- [TASK]
Without the pictures, copy all the entries below exactly.

[Stored dataset items]

┄┄┄┄┄┄┄┄┄┄

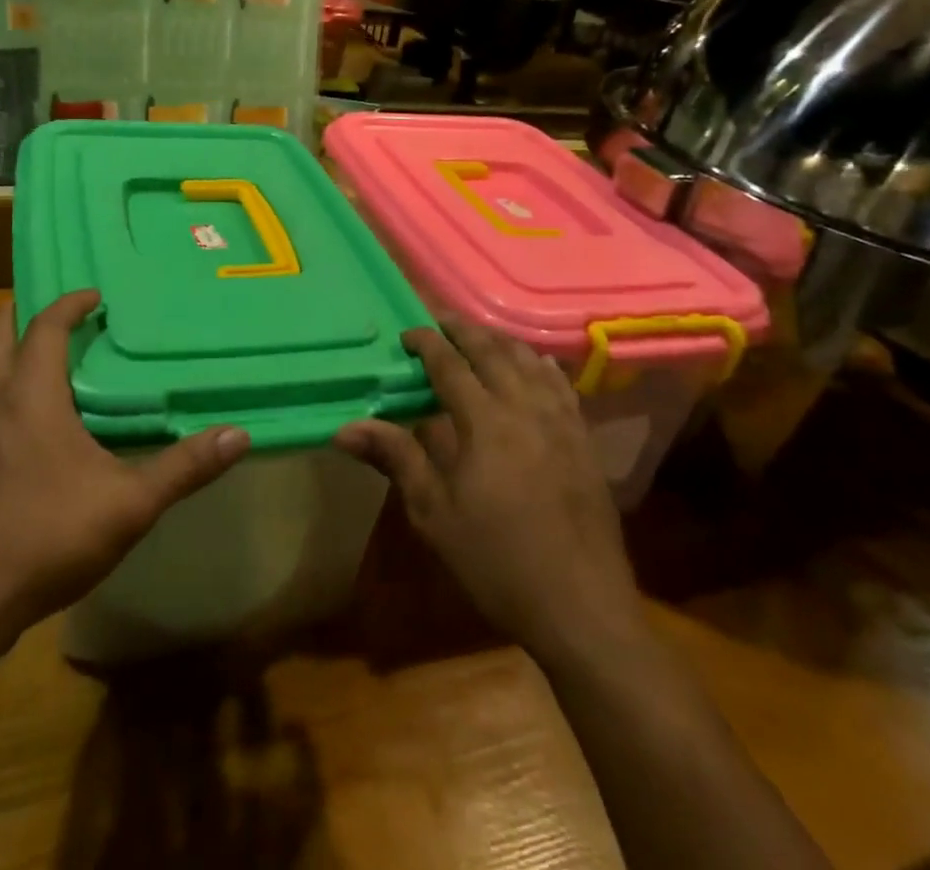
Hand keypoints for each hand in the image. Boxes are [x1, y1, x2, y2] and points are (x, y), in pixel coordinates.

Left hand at [0, 290, 250, 636]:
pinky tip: (46, 422)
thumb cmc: (48, 534)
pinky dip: (15, 389)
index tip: (97, 295)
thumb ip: (184, 467)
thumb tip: (238, 435)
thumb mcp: (130, 503)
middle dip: (24, 312)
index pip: (45, 327)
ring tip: (60, 358)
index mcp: (31, 396)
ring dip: (18, 352)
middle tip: (62, 309)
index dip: (69, 303)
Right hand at [335, 320, 645, 664]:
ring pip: (529, 361)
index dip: (426, 342)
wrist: (581, 607)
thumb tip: (345, 428)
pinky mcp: (584, 440)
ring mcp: (561, 422)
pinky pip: (561, 385)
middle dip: (463, 330)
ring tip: (479, 336)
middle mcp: (525, 408)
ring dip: (500, 341)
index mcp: (485, 422)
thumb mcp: (435, 514)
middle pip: (492, 351)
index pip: (450, 364)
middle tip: (439, 321)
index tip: (406, 334)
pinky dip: (540, 365)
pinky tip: (535, 365)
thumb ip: (396, 458)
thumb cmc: (496, 562)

┄┄┄┄┄┄┄┄┄┄

- [RESPONSE TO THIS TASK]
Hand keypoints for each hand in the image. Boxes are [x1, y1, x2, y2] and points are (x, y), in pixel coordinates.

Left hand at [0, 290, 250, 636]:
pinky tip: (46, 422)
thumb cmc: (48, 534)
pinky dip: (15, 389)
index tip: (97, 295)
thumb ip: (184, 467)
thumb tip: (238, 435)
thumb mcp: (130, 503)
middle dip: (24, 312)
index pip: (45, 327)
ring tip: (60, 358)
index mcp: (31, 396)
ring dip: (18, 352)
middle tip: (62, 309)
index dip: (69, 303)
Right hand at [335, 320, 645, 664]:
ring pip: (529, 361)
index dip: (426, 342)
wrist: (581, 607)
thumb tip: (345, 428)
pinky mcp: (584, 440)
ring mcp: (561, 422)
pinky pip: (561, 385)
middle dip: (463, 330)
ring tip: (479, 336)
middle mcp: (525, 408)
ring dip: (500, 341)
index mcp: (485, 422)
thumb mcp: (435, 514)
middle pip: (492, 351)
index pip: (450, 364)
middle tip: (439, 321)
index tip: (406, 334)
pinky dip: (540, 365)
pinky tip: (535, 365)
thumb ip: (396, 458)
thumb cmc: (496, 562)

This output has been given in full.